Look below for lines that hold the string "Thames" and copy each one.

RECORDS FOR THIS EXERCISE:
# # # # # # #

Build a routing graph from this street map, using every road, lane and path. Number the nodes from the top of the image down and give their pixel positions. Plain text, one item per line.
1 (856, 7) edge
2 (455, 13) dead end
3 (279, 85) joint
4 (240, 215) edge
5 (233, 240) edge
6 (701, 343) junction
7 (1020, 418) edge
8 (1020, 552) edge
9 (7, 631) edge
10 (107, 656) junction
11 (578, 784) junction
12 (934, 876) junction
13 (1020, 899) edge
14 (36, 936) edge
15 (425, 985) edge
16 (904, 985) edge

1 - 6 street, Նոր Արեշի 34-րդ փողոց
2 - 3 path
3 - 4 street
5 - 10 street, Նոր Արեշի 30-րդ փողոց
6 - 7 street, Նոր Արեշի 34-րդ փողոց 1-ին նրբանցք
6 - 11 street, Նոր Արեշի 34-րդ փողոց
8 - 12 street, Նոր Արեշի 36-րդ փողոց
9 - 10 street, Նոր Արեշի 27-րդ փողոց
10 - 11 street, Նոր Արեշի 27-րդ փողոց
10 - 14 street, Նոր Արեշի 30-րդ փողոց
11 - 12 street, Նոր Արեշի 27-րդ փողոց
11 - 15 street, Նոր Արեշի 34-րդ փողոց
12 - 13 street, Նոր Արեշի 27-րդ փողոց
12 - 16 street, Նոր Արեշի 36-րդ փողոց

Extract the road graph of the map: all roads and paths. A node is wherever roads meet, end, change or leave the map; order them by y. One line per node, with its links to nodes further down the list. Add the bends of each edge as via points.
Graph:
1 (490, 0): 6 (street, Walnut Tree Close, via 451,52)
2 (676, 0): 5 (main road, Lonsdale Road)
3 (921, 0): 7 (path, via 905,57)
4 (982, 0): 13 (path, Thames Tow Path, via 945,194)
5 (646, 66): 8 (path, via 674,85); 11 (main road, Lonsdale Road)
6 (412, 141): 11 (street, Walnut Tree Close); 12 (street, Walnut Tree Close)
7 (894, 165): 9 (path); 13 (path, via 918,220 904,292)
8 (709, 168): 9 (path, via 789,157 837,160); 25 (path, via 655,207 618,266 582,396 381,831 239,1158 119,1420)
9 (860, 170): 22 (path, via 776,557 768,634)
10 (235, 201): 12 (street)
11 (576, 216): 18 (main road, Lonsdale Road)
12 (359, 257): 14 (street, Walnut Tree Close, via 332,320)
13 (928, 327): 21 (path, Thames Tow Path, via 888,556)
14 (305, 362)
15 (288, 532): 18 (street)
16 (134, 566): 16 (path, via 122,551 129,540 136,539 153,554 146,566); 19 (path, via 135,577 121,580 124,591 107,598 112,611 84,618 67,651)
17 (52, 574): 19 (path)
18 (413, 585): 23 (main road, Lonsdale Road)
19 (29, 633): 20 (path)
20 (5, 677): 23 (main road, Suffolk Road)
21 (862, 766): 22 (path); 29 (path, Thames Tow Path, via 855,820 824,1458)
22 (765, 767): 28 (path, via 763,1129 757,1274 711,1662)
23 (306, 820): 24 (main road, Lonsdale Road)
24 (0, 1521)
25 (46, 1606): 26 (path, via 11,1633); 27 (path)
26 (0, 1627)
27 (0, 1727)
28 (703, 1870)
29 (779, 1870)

# # # # # # #

YOUR RESPONSE:
4 (982, 0): 13 (path, Thames Tow Path, via 945,194)
13 (928, 327): 21 (path, Thames Tow Path, via 888,556)
21 (862, 766): 22 (path); 29 (path, Thames Tow Path, via 855,820 824,1458)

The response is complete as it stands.